Simon Hardy, Left Unity Parliamentary Candidate for Vauxhall
1. Housing
Left Unity is in favour of scrapping Trident to pay for a massive expansion of house building. We will invest to build half a million new council homes over the next few years and put the thousands of people on the waiting list in Lambeth in homes. We do not see council homes as only expenditure because they pay for themselves over the course of their life time through rent.
We will introduce rent controls in the private sector to end exploitation by landlords.
We will also scrap the right to buy and introduce a right to sell your flat back to the council.
2. Local business
Left Unity is in favour of reducing rates for small business and is against moves to close down local shops and stores in the interests of gentrification or big business, for instance the attempts to close the shops under the railway arches.
3. Education
Local schools have improved in recent years though they are under strain because the government’s choice to introduce Academies and Free Schools leaves local schools isolated and less connected and supportive of each other. The ridiculous obsession with Academies reached its peak with the opening of Trinity Academy, a Michael Gove pet project with only 17 students starting in the school last September. This is in a time when we urgently need more primary schools not vanity project secondary schools.

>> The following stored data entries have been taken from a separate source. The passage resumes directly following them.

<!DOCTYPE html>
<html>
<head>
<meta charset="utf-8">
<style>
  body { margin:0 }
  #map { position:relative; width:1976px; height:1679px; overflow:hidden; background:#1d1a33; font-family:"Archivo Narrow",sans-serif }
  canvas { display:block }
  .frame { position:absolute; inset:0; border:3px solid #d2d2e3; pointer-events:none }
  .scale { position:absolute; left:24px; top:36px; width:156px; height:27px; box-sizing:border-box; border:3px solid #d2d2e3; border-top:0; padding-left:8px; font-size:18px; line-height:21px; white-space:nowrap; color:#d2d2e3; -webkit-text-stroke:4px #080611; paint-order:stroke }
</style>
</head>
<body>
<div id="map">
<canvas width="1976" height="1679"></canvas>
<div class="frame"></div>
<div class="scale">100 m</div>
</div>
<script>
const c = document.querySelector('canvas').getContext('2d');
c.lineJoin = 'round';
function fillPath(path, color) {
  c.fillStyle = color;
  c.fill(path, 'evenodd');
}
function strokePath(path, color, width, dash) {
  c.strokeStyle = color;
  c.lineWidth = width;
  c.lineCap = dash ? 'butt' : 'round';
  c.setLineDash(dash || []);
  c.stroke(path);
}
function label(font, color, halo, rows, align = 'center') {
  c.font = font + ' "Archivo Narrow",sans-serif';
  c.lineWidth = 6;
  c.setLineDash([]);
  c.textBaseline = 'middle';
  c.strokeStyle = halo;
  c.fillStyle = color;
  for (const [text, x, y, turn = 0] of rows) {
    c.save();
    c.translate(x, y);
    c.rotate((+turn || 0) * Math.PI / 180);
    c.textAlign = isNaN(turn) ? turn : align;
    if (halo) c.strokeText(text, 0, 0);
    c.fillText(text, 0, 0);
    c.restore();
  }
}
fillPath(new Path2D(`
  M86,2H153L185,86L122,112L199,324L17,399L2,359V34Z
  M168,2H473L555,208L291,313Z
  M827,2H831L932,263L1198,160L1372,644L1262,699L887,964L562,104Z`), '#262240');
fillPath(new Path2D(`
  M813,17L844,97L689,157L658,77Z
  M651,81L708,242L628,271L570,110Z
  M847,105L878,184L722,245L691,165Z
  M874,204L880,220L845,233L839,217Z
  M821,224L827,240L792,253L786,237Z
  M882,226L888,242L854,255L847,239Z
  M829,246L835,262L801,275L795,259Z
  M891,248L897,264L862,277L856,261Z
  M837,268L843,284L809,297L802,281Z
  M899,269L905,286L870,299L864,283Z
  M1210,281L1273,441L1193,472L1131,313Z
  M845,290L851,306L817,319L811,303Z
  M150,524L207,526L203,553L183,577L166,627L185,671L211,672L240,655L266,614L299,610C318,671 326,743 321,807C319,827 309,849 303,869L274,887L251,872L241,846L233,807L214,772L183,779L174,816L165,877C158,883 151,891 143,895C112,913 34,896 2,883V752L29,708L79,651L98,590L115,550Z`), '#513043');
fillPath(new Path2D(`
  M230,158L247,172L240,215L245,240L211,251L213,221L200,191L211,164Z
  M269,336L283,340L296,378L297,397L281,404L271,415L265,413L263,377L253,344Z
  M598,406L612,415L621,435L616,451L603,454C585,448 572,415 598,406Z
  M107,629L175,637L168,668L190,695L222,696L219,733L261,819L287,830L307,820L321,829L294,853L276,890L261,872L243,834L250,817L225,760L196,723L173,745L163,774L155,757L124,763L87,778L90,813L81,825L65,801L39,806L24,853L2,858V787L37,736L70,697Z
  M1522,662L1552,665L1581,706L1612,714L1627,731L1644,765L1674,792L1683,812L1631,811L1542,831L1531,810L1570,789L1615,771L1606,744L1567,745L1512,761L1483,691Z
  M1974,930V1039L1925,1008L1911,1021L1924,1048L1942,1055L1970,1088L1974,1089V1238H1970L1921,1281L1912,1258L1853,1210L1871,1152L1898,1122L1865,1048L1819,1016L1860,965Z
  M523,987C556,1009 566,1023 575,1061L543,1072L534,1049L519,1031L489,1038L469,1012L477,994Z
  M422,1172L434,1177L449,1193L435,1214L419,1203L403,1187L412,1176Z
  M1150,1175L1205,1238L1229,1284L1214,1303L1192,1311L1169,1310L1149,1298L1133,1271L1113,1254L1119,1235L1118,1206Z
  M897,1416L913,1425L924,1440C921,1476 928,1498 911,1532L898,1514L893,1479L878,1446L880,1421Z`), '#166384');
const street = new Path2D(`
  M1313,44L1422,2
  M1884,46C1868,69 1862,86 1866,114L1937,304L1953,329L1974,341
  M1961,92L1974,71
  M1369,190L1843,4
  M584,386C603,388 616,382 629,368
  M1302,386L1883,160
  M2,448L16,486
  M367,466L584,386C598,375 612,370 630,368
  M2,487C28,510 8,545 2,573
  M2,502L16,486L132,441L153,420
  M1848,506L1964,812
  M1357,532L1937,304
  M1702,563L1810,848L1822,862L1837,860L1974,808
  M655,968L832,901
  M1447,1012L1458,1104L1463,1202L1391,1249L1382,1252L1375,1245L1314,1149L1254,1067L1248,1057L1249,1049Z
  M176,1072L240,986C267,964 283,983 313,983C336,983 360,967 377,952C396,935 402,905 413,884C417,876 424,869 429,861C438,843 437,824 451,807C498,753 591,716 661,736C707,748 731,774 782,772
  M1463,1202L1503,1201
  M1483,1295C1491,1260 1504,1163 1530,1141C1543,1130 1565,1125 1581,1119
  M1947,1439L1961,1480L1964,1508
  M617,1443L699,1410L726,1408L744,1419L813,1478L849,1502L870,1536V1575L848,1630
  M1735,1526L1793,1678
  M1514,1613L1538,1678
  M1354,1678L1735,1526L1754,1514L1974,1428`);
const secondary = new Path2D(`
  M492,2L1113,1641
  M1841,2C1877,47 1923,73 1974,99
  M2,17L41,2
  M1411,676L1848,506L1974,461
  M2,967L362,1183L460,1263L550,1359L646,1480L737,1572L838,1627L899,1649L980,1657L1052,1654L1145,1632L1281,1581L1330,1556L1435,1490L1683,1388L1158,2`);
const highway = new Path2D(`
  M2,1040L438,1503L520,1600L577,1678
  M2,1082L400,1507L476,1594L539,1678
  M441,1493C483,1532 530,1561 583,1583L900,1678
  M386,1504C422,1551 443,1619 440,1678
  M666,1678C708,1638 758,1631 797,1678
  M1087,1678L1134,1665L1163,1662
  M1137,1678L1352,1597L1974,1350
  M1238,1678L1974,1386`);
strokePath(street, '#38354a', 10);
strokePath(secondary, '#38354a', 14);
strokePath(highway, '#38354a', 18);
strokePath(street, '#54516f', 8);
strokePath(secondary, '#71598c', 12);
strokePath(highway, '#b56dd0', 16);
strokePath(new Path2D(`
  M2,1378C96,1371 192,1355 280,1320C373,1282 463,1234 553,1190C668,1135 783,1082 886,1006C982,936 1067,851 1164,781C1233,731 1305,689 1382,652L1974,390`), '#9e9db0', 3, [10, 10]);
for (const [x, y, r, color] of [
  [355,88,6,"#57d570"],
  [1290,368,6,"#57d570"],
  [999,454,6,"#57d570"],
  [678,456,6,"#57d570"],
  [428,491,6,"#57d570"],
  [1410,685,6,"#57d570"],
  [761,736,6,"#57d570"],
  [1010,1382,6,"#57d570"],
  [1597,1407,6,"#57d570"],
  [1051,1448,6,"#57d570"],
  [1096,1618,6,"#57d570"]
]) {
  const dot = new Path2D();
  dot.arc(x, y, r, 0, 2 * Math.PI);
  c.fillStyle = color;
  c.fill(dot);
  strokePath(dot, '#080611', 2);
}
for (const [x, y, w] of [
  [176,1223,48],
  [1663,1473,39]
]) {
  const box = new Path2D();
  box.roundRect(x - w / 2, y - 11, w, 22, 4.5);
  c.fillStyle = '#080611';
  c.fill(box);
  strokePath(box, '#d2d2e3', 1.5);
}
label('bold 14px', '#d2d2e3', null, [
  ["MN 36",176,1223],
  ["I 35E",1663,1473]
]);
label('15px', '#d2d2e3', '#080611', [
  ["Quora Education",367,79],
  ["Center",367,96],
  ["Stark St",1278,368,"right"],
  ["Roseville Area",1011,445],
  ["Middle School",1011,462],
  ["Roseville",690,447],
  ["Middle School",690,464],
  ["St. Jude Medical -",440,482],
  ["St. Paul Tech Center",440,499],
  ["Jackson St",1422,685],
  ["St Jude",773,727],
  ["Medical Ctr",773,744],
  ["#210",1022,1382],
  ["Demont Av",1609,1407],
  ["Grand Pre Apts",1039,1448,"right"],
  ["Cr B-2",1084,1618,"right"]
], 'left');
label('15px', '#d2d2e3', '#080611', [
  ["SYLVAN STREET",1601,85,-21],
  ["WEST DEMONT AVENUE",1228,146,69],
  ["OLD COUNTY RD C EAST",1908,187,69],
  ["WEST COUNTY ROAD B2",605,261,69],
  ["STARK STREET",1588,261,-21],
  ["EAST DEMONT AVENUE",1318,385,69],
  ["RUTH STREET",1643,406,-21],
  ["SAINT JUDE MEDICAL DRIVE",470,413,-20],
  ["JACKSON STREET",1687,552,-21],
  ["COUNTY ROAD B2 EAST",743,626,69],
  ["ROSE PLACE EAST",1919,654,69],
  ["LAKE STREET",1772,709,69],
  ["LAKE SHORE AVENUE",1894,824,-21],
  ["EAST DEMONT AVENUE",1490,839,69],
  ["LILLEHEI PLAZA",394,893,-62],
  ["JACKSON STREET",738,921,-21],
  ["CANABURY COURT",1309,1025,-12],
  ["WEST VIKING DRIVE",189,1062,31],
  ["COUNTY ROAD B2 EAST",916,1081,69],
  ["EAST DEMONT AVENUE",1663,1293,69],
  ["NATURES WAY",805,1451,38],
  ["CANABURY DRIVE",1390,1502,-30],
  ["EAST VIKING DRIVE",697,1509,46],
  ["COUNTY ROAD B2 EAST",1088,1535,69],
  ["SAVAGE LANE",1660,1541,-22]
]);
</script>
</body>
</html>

As a teacher I am also concerned about the workload of teachers, the introduction of performance related pay (even though there is no evidence it improves teaching) and the excessive assessment and pressure on students. Left Unity as a party is committed to a reimagining of what education means in our country. We want education to be student centred, emphasise creative and critical thinking and importantly be fun. Instead the current ethos is towards Victorian values of education which runs counter to any common sense understanding of how people learn when they are young.
4. Leisure/Culture
I am a local anti-cuts activist who is completely opposed to the cuts to the local budget. What is needed is a movement of resistance to force the council to change their strategy on this and to put more pressure on central government to increase funding for local government. The closure of libraries is an absolute scandal and likely means that the council cannot meet its statutory obligation for service provision.
5. Environment
We need to encourage more people onto public transport by renationalising buses and trains and reducing the ticket prices. We also need an urgent and swift planned shift away from fossil fuel emissions towards renewable energies over the next 20 years. This will help tackle pollution locally as well as saving the planet from climate change.